王裕华:目前为止还没有,我觉得我们的学生更多地偏向于学术研究。例如,我主要接触的是本科生和博士生。博士生因为要上许多课程,同时还要写论文,所以非常忙碌,他们没有太多时间和大众接触。本科生也是如此,他们可能在这边找工作。我迄今为止还没有看到在校期间学生和大众有很多交流。但是我非常鼓励他们在放假期间,甚至毕业后,去探索美国的各个地方。当我刚到美国时,我的美国导师李侃如先生告诉我,你应该在放假时去美国南部看看。当时我在密歇根州立大学读书,他告诉我在安娜堡你无法领略美国的全貌。他建议我去德州这些南方地区,那里的真实情况和安娜堡截然不同。所以我们现在也会建议我们的学生,利用空闲时间经常去美国各地,跟老百姓聊一聊。

《与世界对话》:您提到李侃如先生,他有一本书叫《治理中国》,但是不是现在关于中国治理的书就没有很多了?

王裕华:很难有很宏观的这种书,他的那本书比如说又是政治、又是经济、又是精英,一本书里面都能讲清楚,这也是我刚才说的,这些老先生对中国有很全面的了解。我们现在写书就是聚焦一个小问题,把一个小问题讲得很深,但是它没有那种广度。

《与世界对话》:您作为哈佛政治学系的长聘教授,会不会觉得在美国遇到一些压力,或者说类似种族遏制的一些现象?

王裕华:我到现在为止还没有受到直接的压力,没有人告诉我应该说什么不应该说什么,但是有无形的压力,比如看到在美华人受到一些限制或者制裁,我经常想,作为一个在美国教书的中国人,有些话我可以说有些话不该说。但是我也常告诉自己,作为一名学者,我必须追求学术自由,我需要毫无保留地表达我通过研究得出的结论,我必须对这些结论充满信心,而不能因政治压力而选择保持沉默。我一直在心里权衡这个问题。但是在美国现在的大环境中,在现在中美关系紧张的时候,如果你表达说中国好话,可能会遭到反感或者抵制,因为这可能被视作是在跟美国对立。

《与世界对话》:您刚刚也提到民粹风潮和反华风潮,您觉得目前美国民间的反华情绪是呈上升趋势还是慢慢进入到一个平缓期呢?

王裕华:我觉得稍微有一点衰落趋势,但总体还是一个比较高的水平。我觉得疫情期间美国有反亚裔的情绪,包括美国国务院也实施了所谓的“中国项目”,FBI会进入高校去调查中国学者,当时是反华情绪的一个高潮,也是一种非常坏的情况。之后这个“中国项目”已经取消了,反亚裔的这种情绪在美国稍微有好转。
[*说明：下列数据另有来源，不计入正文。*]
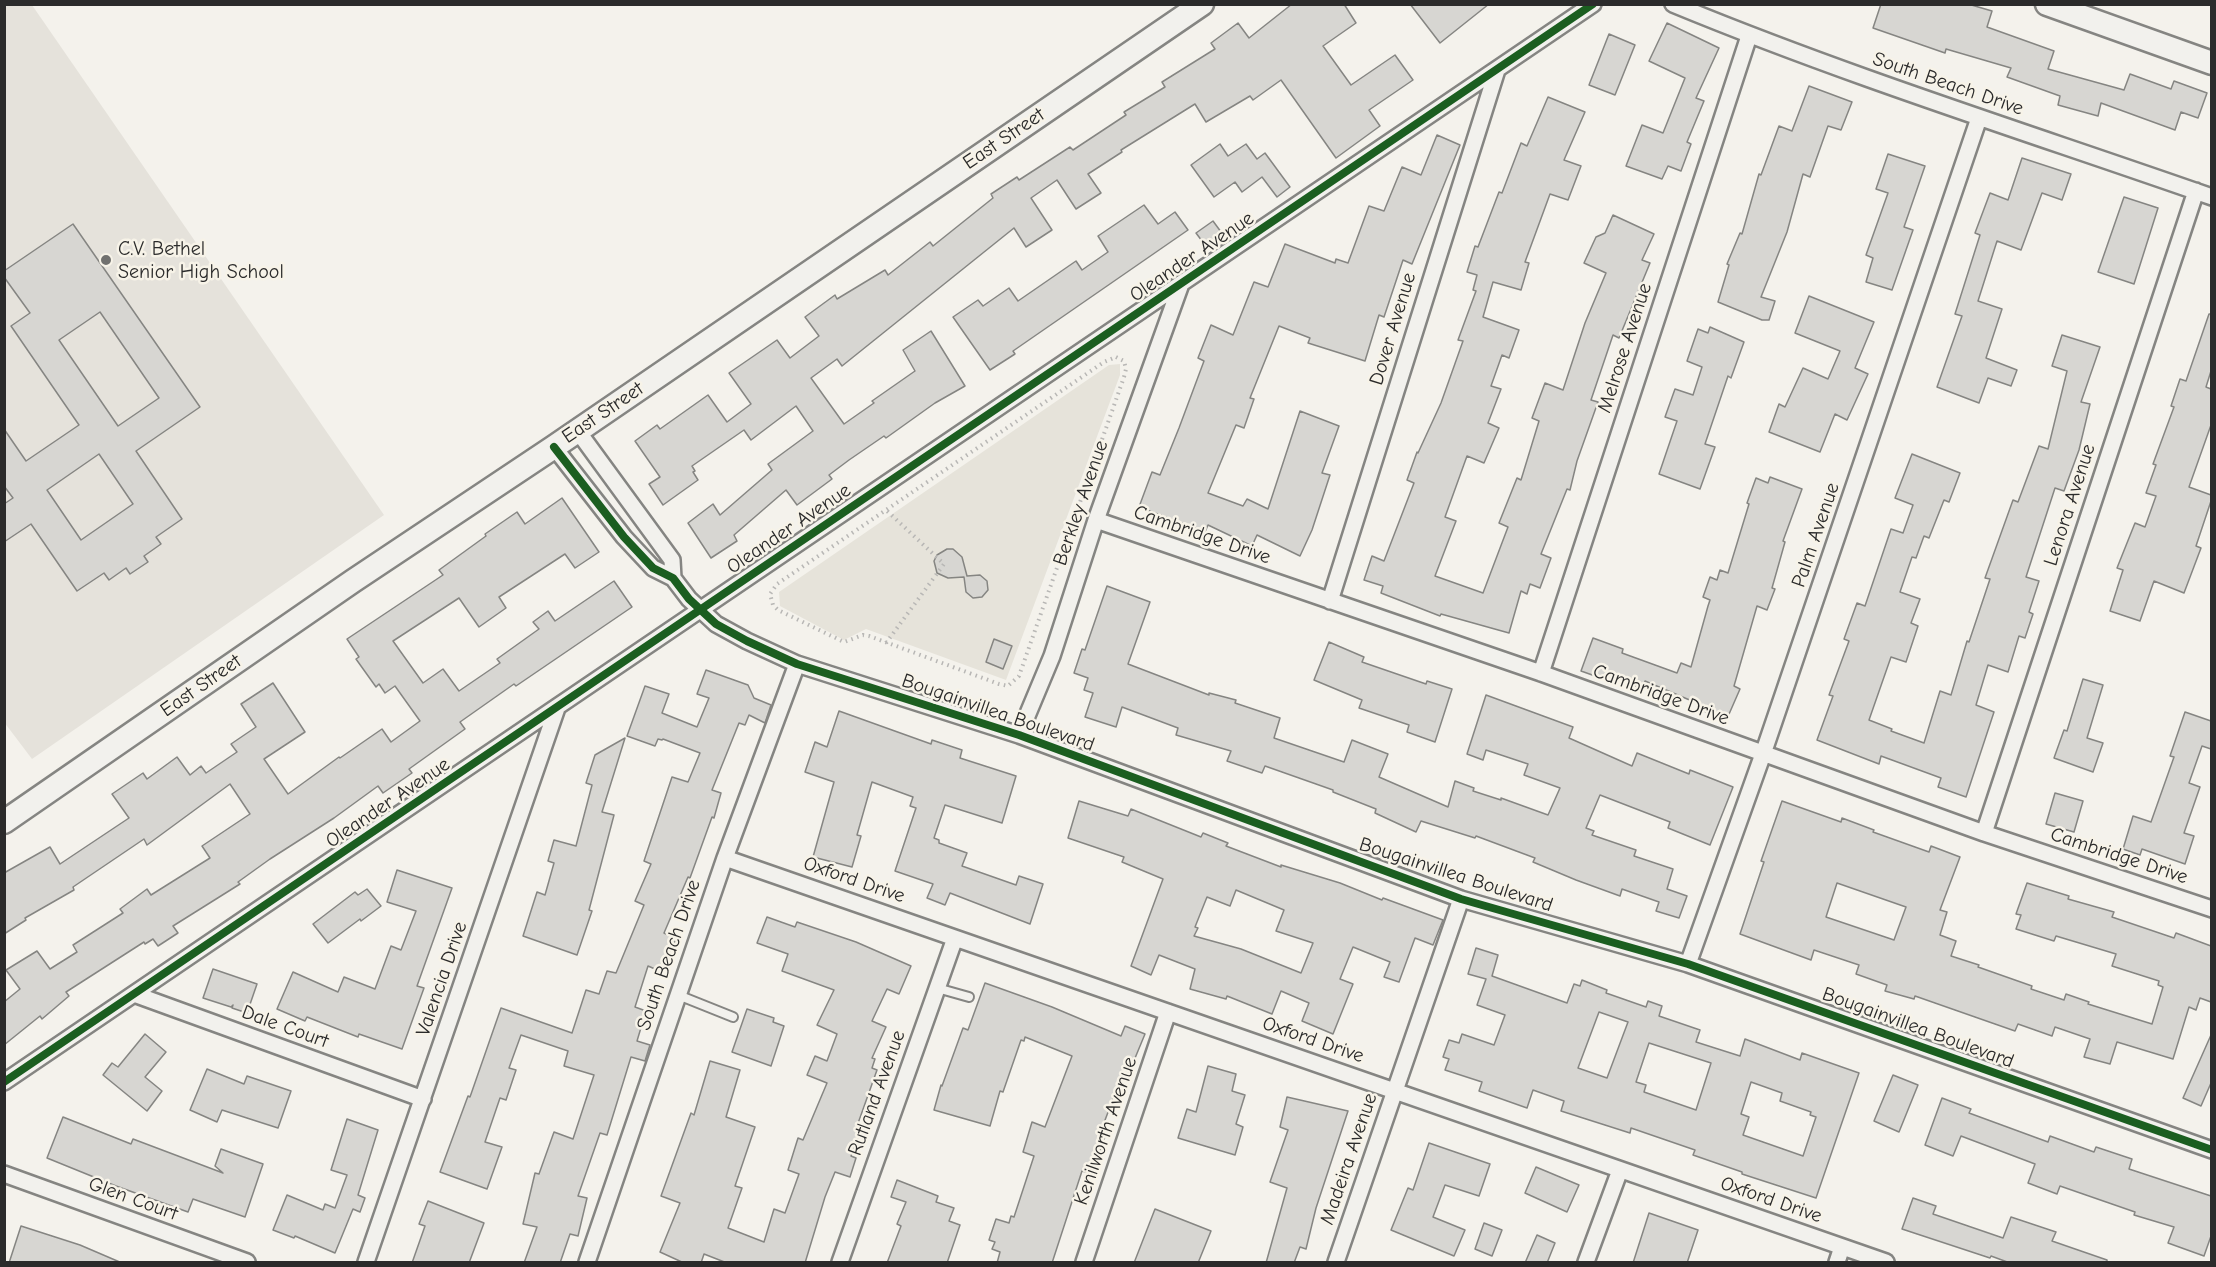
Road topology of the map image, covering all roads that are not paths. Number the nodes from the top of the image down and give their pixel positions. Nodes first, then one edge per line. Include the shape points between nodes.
1 (1202, 4) edge
2 (1593, 4) edge
3 (1673, 4) edge
4 (2047, 4) edge
5 (1749, 36) junction
6 (2211, 63) edge
7 (1497, 70) junction
8 (1979, 118) junction
9 (2196, 191) junction
10 (2211, 197) edge
11 (1181, 284) junction
12 (577, 430) junction
13 (554, 447) junction
14 (1096, 520) junction
15 (672, 578) junction
16 (1330, 601) junction
17 (701, 610) junction
18 (797, 664) junction
19 (1541, 673) junction
20 (557, 708) junction
21 (1019, 735) junction
22 (1763, 754) junction
23 (4, 822) edge
24 (1983, 832) junction
25 (725, 858) junction
26 (1461, 899) junction
27 (2210, 904) edge
28 (955, 938) junction
29 (1688, 963) junction
30 (937, 988) junction
31 (134, 994) junction
32 (678, 994) junction
33 (969, 997) dead end
34 (1168, 1012) junction
35 (733, 1017) dead end
36 (4, 1082) edge
37 (1395, 1091) junction
38 (423, 1099) junction
39 (2211, 1149) edge
40 (1620, 1170) junction
41 (4, 1174) edge
42 (1842, 1247) junction
43 (247, 1263) edge
44 (366, 1263) edge
45 (587, 1263) edge
46 (840, 1263) edge
47 (1084, 1263) edge
48 (1336, 1263) edge
49 (1586, 1263) edge
50 (1837, 1263) edge
51 (1887, 1263) edge

1 - 12 main road, East Street
2 - 7 street, Oleander Avenue
3 - 5 street, South Beach Drive
4 - 6 main road
5 - 8 street, South Beach Drive
5 - 19 street, Melrose Avenue
7 - 11 street, Oleander Avenue
7 - 16 street, Dover Avenue
8 - 9 street, South Beach Drive
8 - 22 street, Palm Avenue
9 - 10 street, South Beach Drive
9 - 24 street, Lenora Avenue
11 - 14 street, Berkley Avenue
11 - 17 street, Oleander Avenue
12 - 13 main road, East Street
12 - 15 street via 672,560
13 - 15 street via 624,537 653,568
13 - 23 main road, East Street
14 - 16 street, Cambridge Drive
14 - 21 street, Berkley Avenue via 1052,656
15 - 17 street, Bougainvillea Boulevard
16 - 19 street, Cambridge Drive
17 - 18 street, Bougainvillea Boulevard via 716,624
17 - 20 street, Oleander Avenue
18 - 21 street, Bougainvillea Boulevard
18 - 25 street, South Beach Drive
19 - 22 street, Cambridge Drive
20 - 31 street, Oleander Avenue
20 - 38 street, Valencia Drive
21 - 26 street, Bougainvillea Boulevard
22 - 24 street, Cambridge Drive
22 - 29 street, Palm Avenue
24 - 27 street, Cambridge Drive
25 - 28 street, Oxford Drive
25 - 32 street, South Beach Drive
26 - 29 street, Bougainvillea Boulevard
26 - 37 street, Madeira Avenue
28 - 30 street, Rutland Avenue
28 - 34 street, Oxford Drive
29 - 39 street, Bougainvillea Boulevard
30 - 33 lane
30 - 46 street, Rutland Avenue
31 - 36 street, Oleander Avenue
31 - 38 street, Dale Court
32 - 35 lane
32 - 45 street, South Beach Drive
34 - 37 street, Oxford Drive
34 - 47 street, Kenilworth Avenue
37 - 40 street, Oxford Drive
37 - 48 street, Madeira Avenue
38 - 44 street, Valencia Drive
40 - 42 street, Oxford Drive
40 - 49 street
41 - 43 street, Glen Court
42 - 50 street
42 - 51 street, Oxford Drive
我觉得最近比之前要好。但是相比更早之前,比如我2006年来美国的时候,那时候还是小布什在任期间,中美环境比较好。如果现在跟那个时候比是不乐观的,现在中美关系虽然比三四年前好,但是还是处在一个非常坏的境地。

《与世界对话》:这20年或者45年中美出现很多新的变化,从您研究角度来讲,您觉得最有解释力的一个理论是什么?

王裕华:我觉得经济是很重要的,经济在两国关系中起到非常重要的作用。最开始中国还是很依赖美国的,无论是对外投资、美国在中国的投资、美国与中国的贸易、美国向中国转让的技术,还是在教育方面的支持,我认为中国当时受益于与美国的友好关系。然而,可能在某个时期,中国觉得我们不再需要依赖这些,中国已经足够强大。这个在经济方面的判断对中美关系至关重要。实际上,这也提供了一个很好的解决方案,如果能够促进中美之间更多的经济交往,我认为从长远来看,这可能改变政府间一些对弈的格局。
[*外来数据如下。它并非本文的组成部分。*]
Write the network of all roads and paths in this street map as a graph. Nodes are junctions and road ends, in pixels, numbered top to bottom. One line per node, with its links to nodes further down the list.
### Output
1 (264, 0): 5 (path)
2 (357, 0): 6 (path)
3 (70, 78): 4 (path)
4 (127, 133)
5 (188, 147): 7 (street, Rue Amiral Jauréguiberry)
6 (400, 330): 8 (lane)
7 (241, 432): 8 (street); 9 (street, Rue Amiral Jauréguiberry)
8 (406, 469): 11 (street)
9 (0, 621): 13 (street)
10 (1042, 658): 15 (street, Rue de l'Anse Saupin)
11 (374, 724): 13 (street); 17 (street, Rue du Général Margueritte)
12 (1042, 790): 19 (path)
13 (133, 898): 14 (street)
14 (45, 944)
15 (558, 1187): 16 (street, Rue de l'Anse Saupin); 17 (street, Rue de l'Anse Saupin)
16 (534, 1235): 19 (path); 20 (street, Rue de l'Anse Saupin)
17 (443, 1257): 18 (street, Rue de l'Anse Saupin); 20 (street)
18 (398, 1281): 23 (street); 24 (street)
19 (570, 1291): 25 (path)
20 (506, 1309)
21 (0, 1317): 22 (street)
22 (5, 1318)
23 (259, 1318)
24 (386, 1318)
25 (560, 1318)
《与世界对话》:刚才您也提到美国的民粹主义趋势或者分裂趋势,那接下来会不会很担心特朗普上台会加剧美国的分裂?

王裕华:还挺担心的,因为从民意调查来看,特朗普处于领先优势,至少领先拜登10个百分点,他很有可能当选。现在很多人支持拜登,但是并没有决定要投票给拜登,当然现在也很难讲。我觉得到最后应该会呈现一个很焦灼的选举,我觉得特朗普当选总统的概率是在50%左右。

凤凰网《与世界对话》:中国国内有很多声音说美国会分裂,甚至成为两个国家,您觉得这种可能性大吗?
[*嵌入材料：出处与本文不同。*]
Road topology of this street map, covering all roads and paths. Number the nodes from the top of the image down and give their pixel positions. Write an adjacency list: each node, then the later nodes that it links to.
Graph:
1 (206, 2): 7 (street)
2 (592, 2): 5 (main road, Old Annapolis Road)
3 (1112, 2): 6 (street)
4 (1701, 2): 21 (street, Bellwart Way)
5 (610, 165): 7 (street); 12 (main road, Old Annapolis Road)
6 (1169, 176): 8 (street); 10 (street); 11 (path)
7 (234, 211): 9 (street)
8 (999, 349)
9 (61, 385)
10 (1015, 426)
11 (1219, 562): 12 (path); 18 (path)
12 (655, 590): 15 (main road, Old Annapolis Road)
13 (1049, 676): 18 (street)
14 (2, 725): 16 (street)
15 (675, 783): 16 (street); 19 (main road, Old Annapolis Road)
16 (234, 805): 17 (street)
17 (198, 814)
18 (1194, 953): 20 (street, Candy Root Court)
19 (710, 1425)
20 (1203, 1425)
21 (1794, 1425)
王裕华:这个应该是不会的。我觉得美国最开始设计的时候,就考虑到了这一点。因为他本来就是一个殖民地,有很多的州,当时的建国者考虑到了这个情况,毕竟他们也发生过内战。所以他们在设计制度的时候,比如说通过三权分立、联邦制的方式,很大程度上地保护了少数群体的利益。甭管你在政治上、经济上是怎么想的,法院、国会、总统或者各州总是有义务保护你的权利。所以很难出现一部分人产生“我还是离开这个国家比较好”的想法,大多数人都觉得我还可以待在这个国家,因为至少政府里面有一个部门在保护着我。

凤凰网《与世界对话》:感谢您接受我们的专访。